Starting simple and gradually scaling up ensures a smooth integration process without unnecessary complexity.
The Managed Prometheus service on GCP enables you to leverage powerful open-source tools, avoiding typical vendor lock-in. While configuring customised solutions might require a more hands-on approach, the flexibility and control you gain can outweigh the costs associated with a more complex setup. Every solution has its costs; understanding and managing these costs effectively is key to a successful observability strategy.
The first step
The first step in planning a GCP observability strategy is determining which specific cloud services your workloads use in GCP. Then, you can read the Google Cloud metrics documentation to determine which types of metrics are available for those services. If you run workloads hosted in VMs using Compute Engine, you have an entirely different set of metrics to collect than you do for workloads running in GKE.
The costs
In GKE, Logging & Monitoring incur costs based on usage and configuration. The more complex your setup and the more services you integrate, the higher the resource usage and resulting bill. This is great for getting started as it means your costs should be relatively manageable.
With GKE, you can leverage "metrics exporters" using various GCP native services, each designed to handle specific metrics efficiently (e.g. system metrics, kube-state metrics, cAdvisor/kubelet metrics, Google Cloud Managed Service for Prometheus, etc.). This allows for comprehensive and granular monitoring tailored to your needs.

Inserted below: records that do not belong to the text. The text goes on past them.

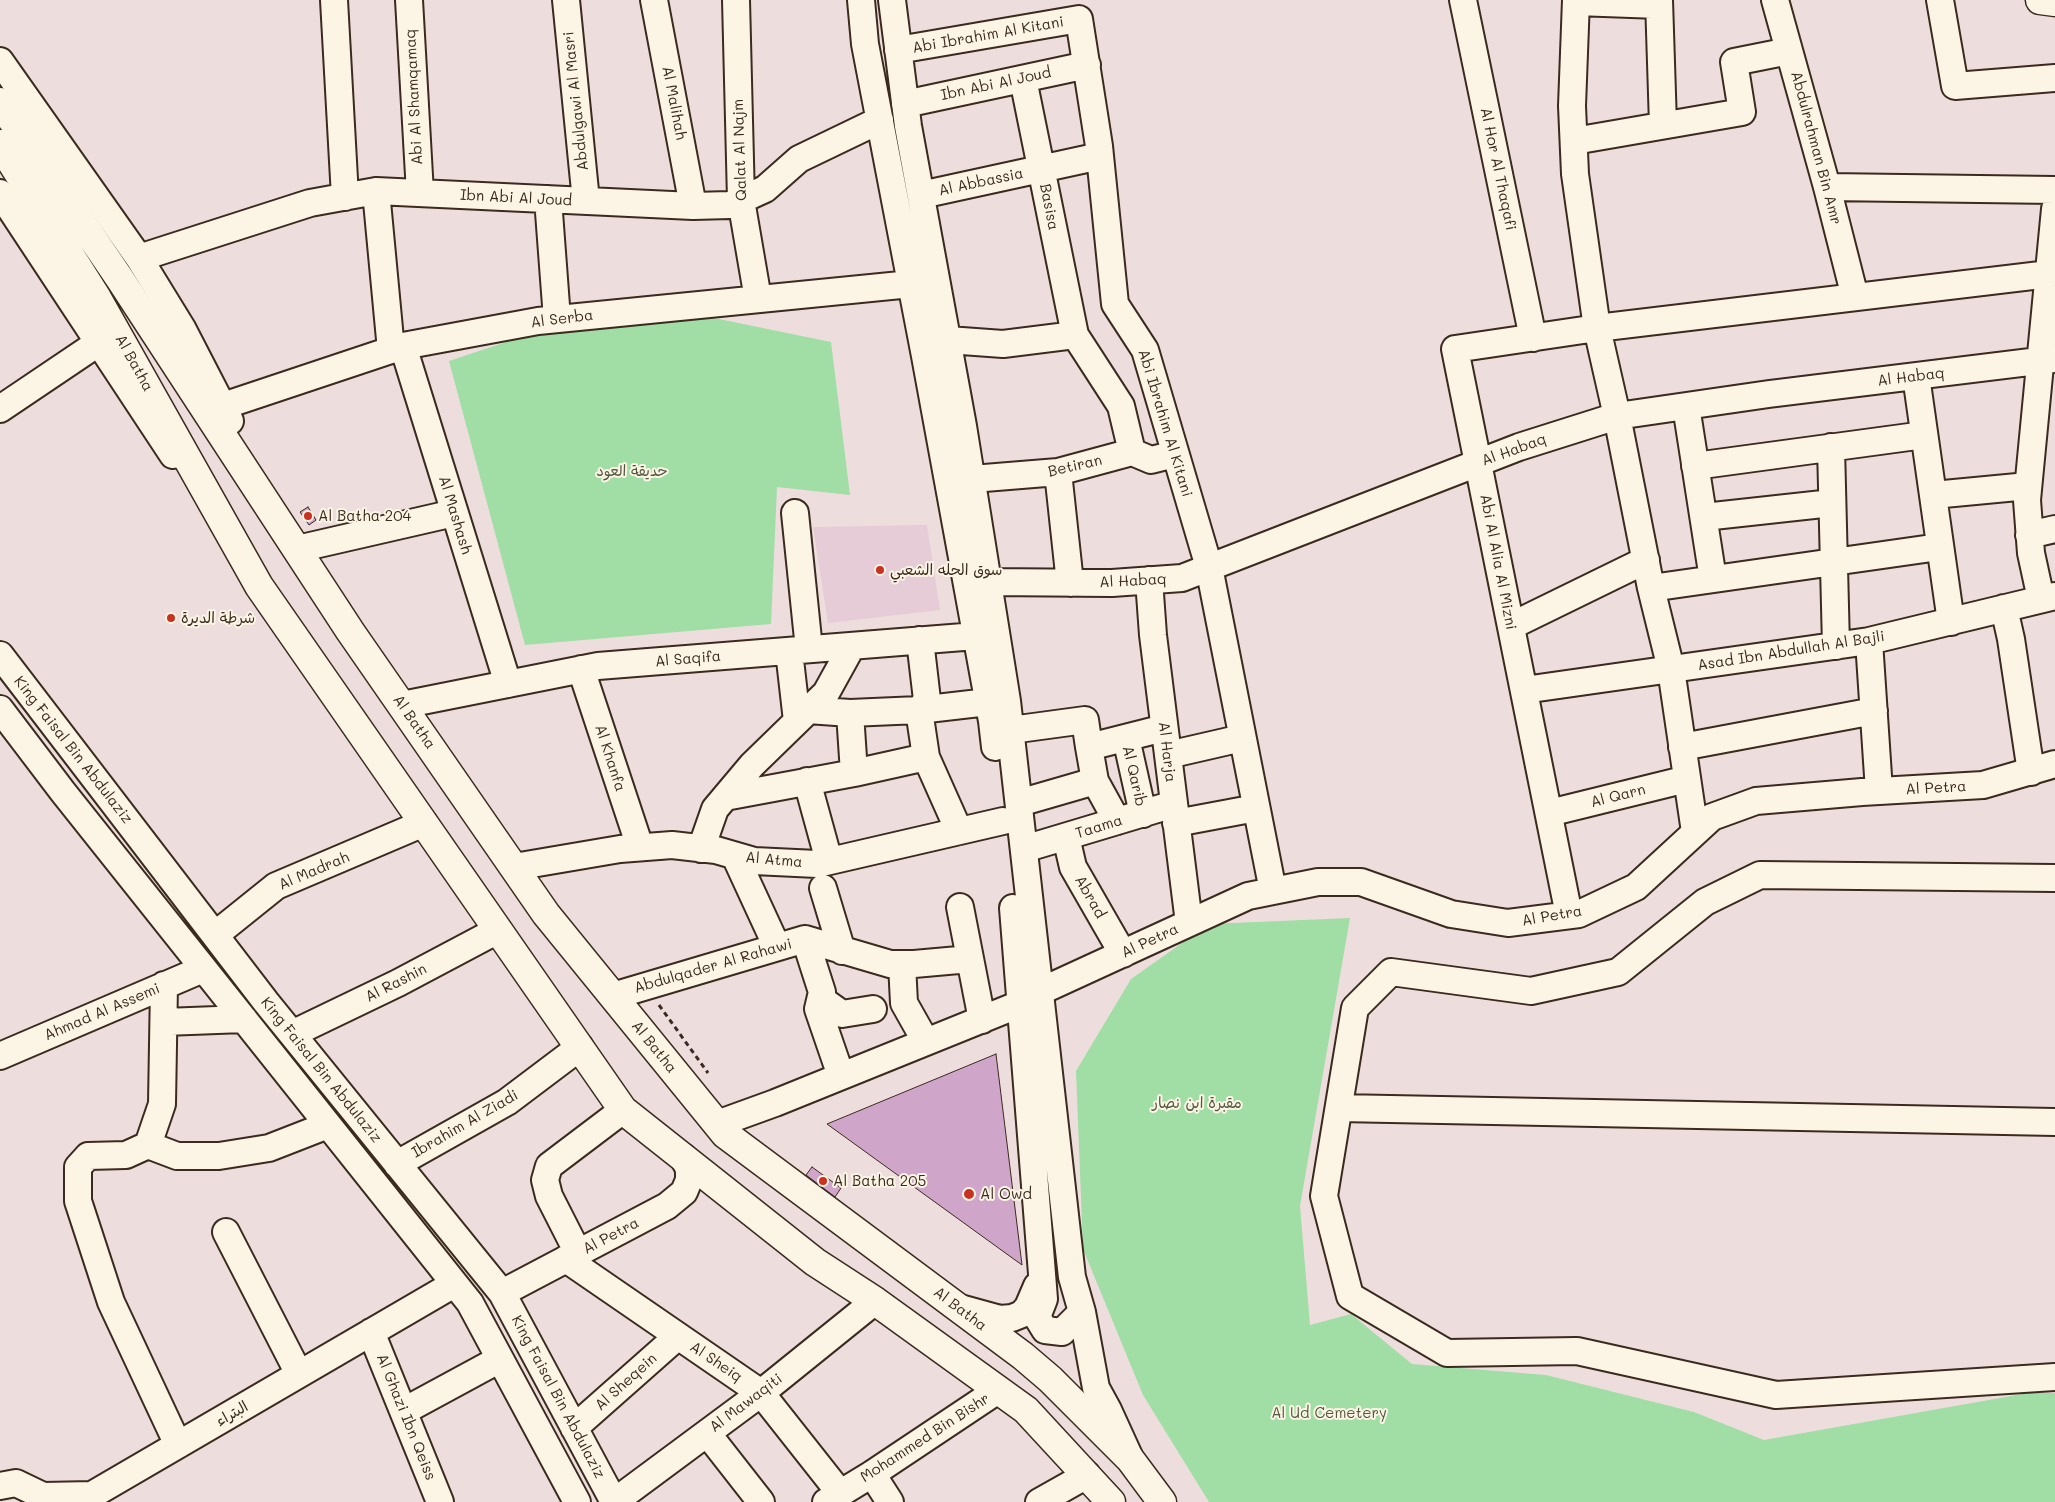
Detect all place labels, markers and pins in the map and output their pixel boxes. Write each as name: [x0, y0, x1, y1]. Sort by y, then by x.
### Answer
place label: Al Batha 204: [318, 507, 411, 525]
marker: Al Batha 204: [302, 510, 314, 522]
place label: سوق الحله الشعبي: [890, 561, 1002, 579]
marker: سوق الحله الشعبي: [874, 564, 886, 576]
place label: شرطة الديرة: [181, 609, 255, 627]
marker: شرطة الديرة: [165, 612, 177, 624]
place label: Al Batha 205: [833, 1172, 926, 1190]
marker: Al Batha 205: [817, 1175, 829, 1187]
place label: Al Owd: [980, 1185, 1032, 1203]
marker: Al Owd: [962, 1187, 976, 1201]

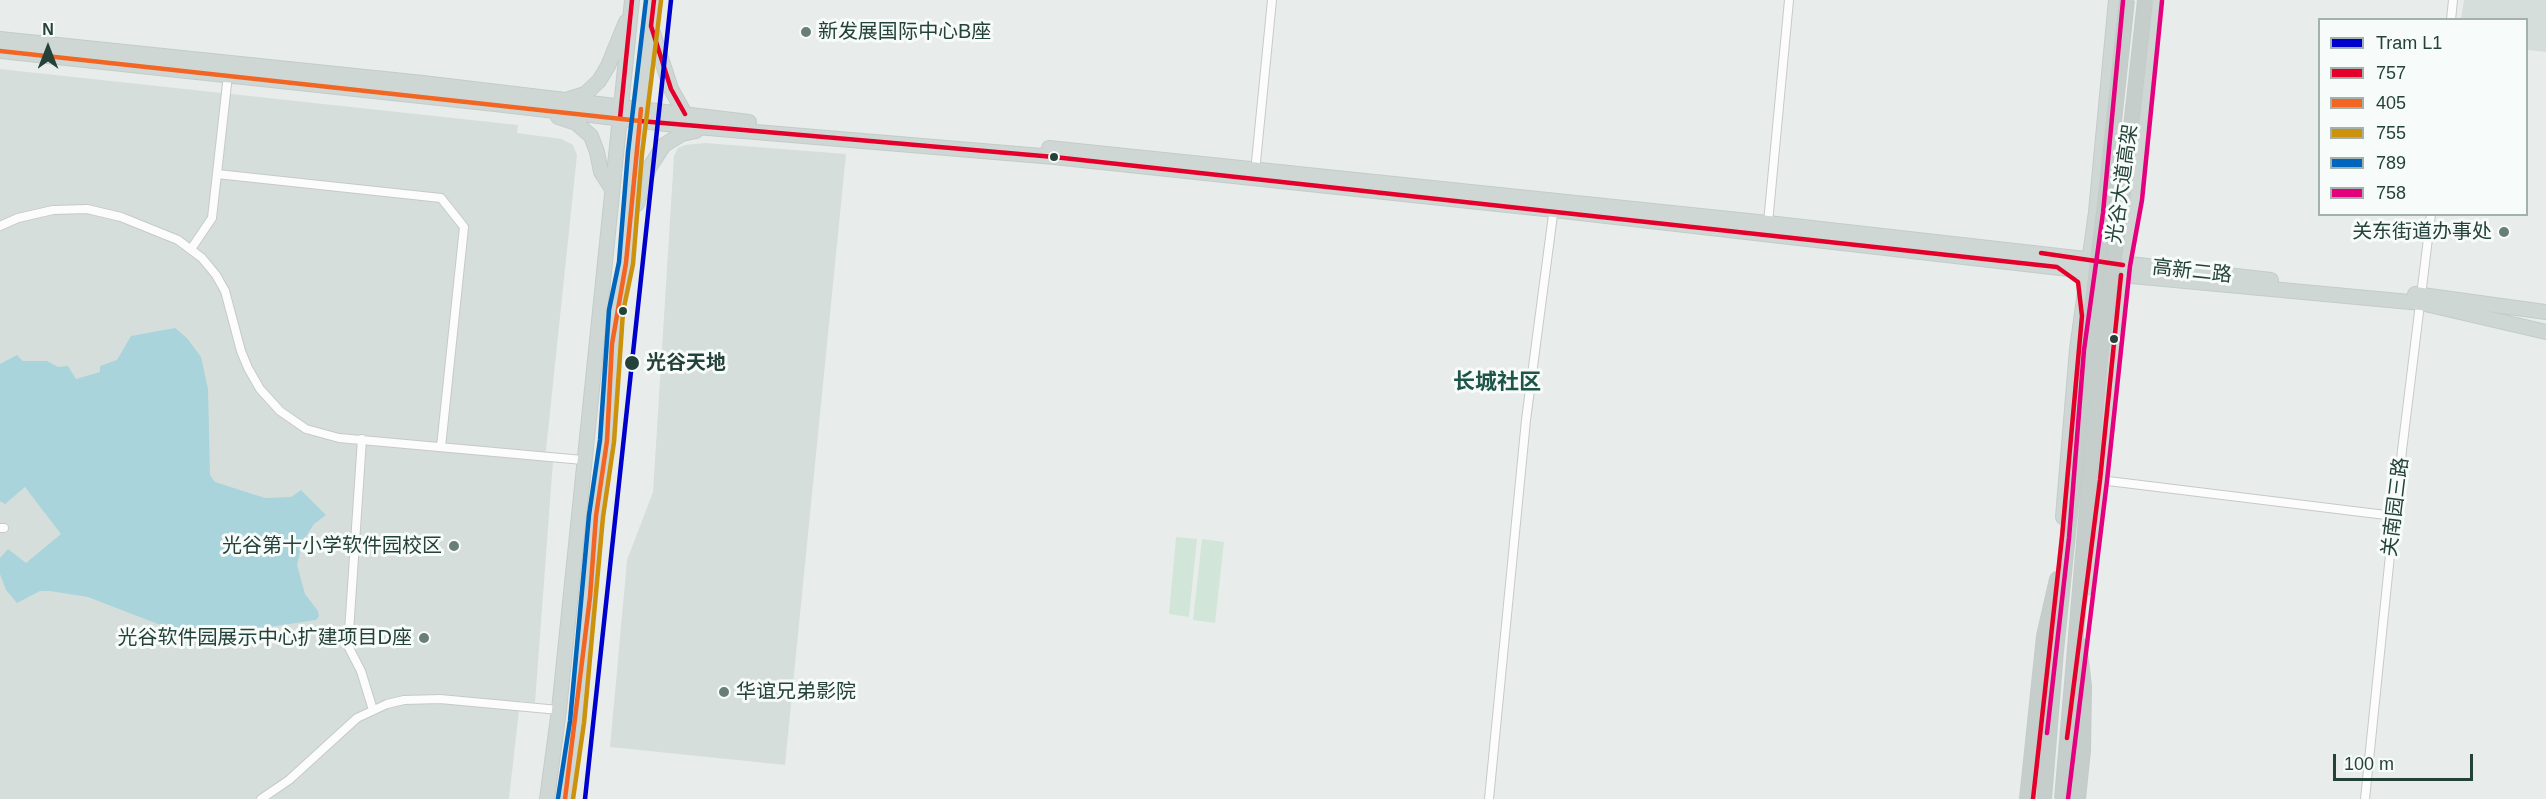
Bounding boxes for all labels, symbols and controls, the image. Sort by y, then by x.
north arrow [18,18,78,78]
legend [2318,18,2528,216]
place label: 新发展国际中心B座 [818,20,991,44]
text: N [42,21,54,38]
marker: 新发展国际中心B座 [799,25,813,39]
text: Tram L1 [2376,33,2442,53]
text: 757 [2376,63,2406,83]
text: 405 [2376,93,2406,113]
street label: 光谷大道高架 [2103,123,2143,245]
text: 755 [2376,123,2406,143]
unlabelled marker [1048,151,1060,163]
text: 789 [2376,153,2406,173]
text: 758 [2376,183,2406,203]
place label: 关东街道办事处 [2352,220,2492,244]
marker: 关东街道办事处 [2497,225,2511,239]
street label: 高新二路 [2151,256,2233,288]
unlabelled marker [617,305,629,317]
unlabelled marker [2108,333,2120,345]
place label: 光谷天地 [646,351,726,375]
marker: 光谷天地 [623,354,641,372]
district label: 长城社区 [1453,370,1541,396]
street label: 关南园三路 [2378,456,2414,558]
place label: 光谷第十小学软件园校区 [222,534,442,558]
marker: 光谷第十小学软件园校区 [447,539,461,553]
place label: 光谷软件园展示中心扩建项目D座 [118,626,412,650]
marker: 光谷软件园展示中心扩建项目D座 [417,631,431,645]
place label: 华谊兄弟影院 [736,680,856,704]
marker: 华谊兄弟影院 [717,685,731,699]
scale bar [2336,742,2476,780]
text: 100 m [2344,754,2394,774]

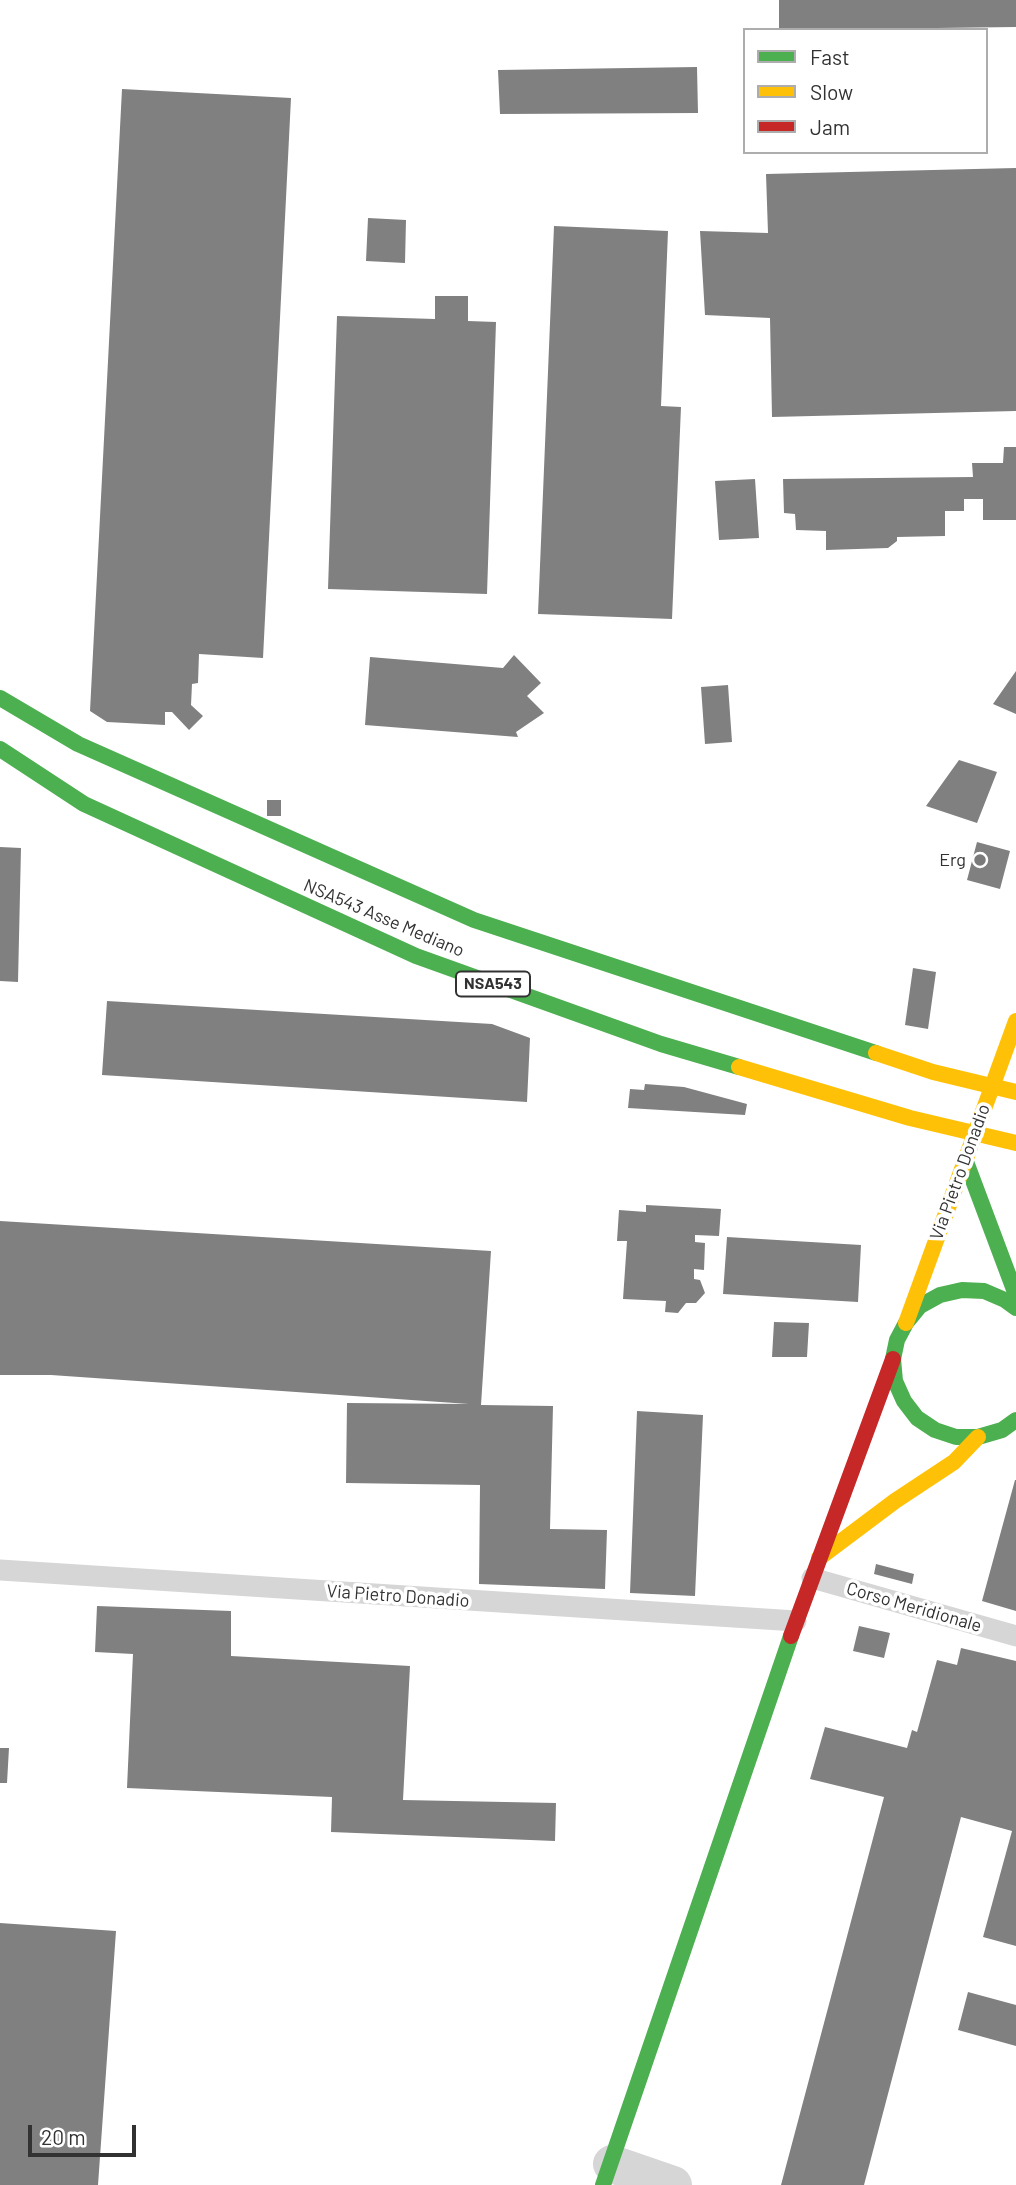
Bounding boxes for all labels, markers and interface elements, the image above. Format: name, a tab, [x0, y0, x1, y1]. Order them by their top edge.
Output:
legend	[743, 28, 988, 154]
text: Fast	[810, 44, 850, 69]
text: Slow	[810, 79, 853, 104]
text: Jam	[810, 114, 850, 139]
place label: Erg	[939, 849, 966, 871]
marker: Erg	[972, 852, 988, 868]
street label: NSA543 Asse Mediano	[300, 874, 468, 962]
road number: NSA543	[456, 972, 530, 996]
street label: Via Pietro Donadio	[925, 1101, 995, 1243]
street label: Corso Meridionale	[844, 1577, 984, 1637]
street label: Via Pietro Donadio	[326, 1580, 470, 1612]
scale bar	[32, 2112, 140, 2156]
text: 20 m	[41, 2124, 86, 2149]

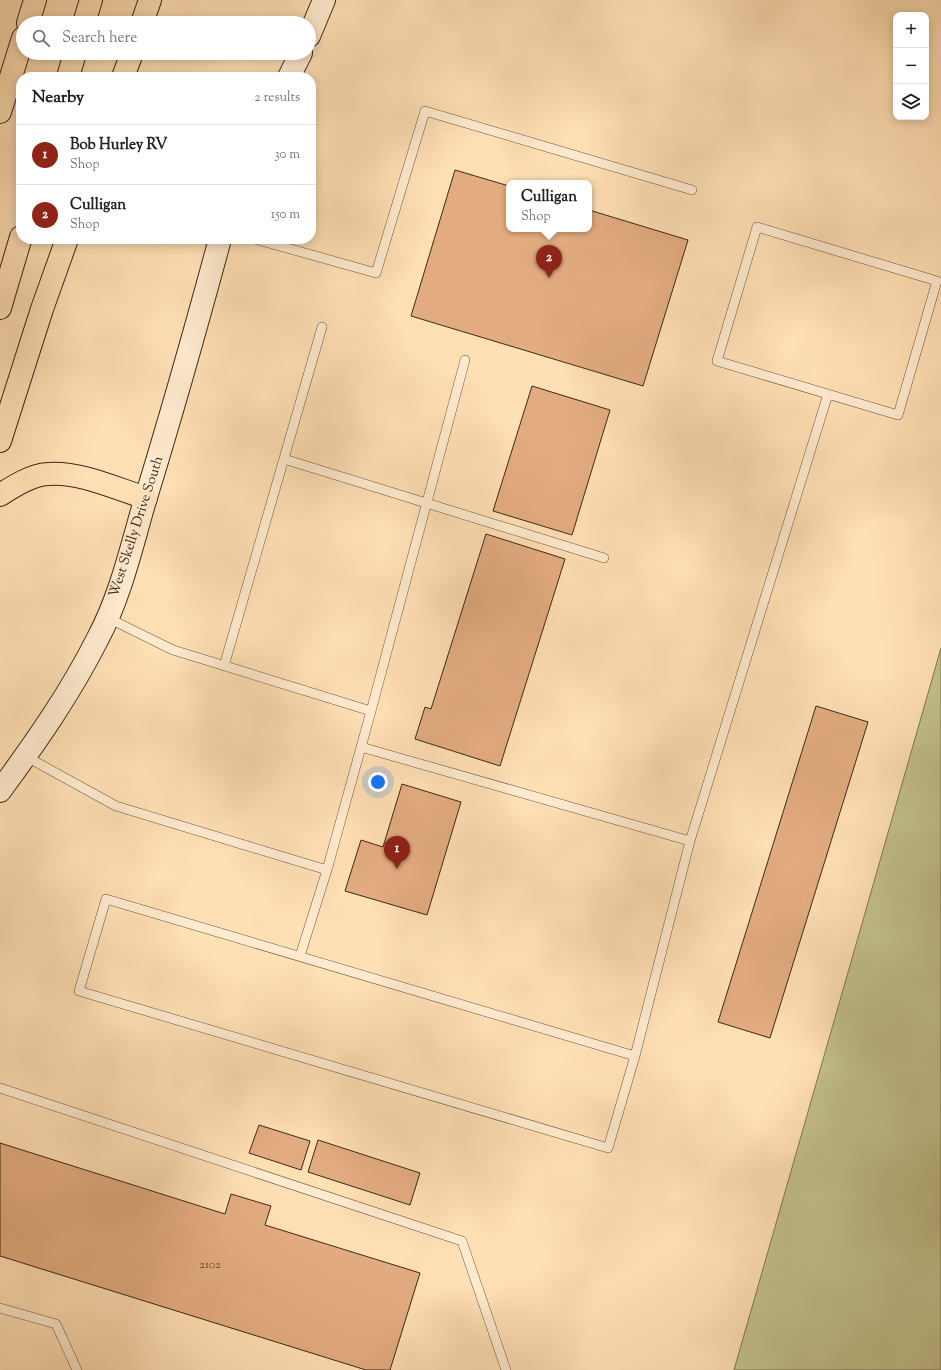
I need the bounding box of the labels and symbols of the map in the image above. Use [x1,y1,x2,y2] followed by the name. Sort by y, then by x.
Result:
[536,245,562,278] pin: 2
[105,454,169,600] street label: West Skelly Drive South
[368,772,388,792] your location
[384,836,410,869] pin: 1
[199,1256,221,1274] house number: 2102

For customised solutions, GKE provides the flexibility to disable managed services and deploy your own, ensuring your observability setup aligns perfectly with your business and technology requirements. For instance, if you need to customise Control Plane metrics, you can seamlessly integrate your metric exporter into the GCP platform. Cloud Logging and Cloud Monitoring are integrated with GKE, offering a solid foundation that you can build upon with specialised solutions to suit your unique needs.
Additional considerations
If you want to monitor the actions that human and machine users perform in your GCP environment, you can use Cloud Audit Logs, a GCP service that tracks administrative activities. Cloud Audit Logs only works for GCP services that generate audit logs. Though this includes most services, not all types of actions are recorded for every service.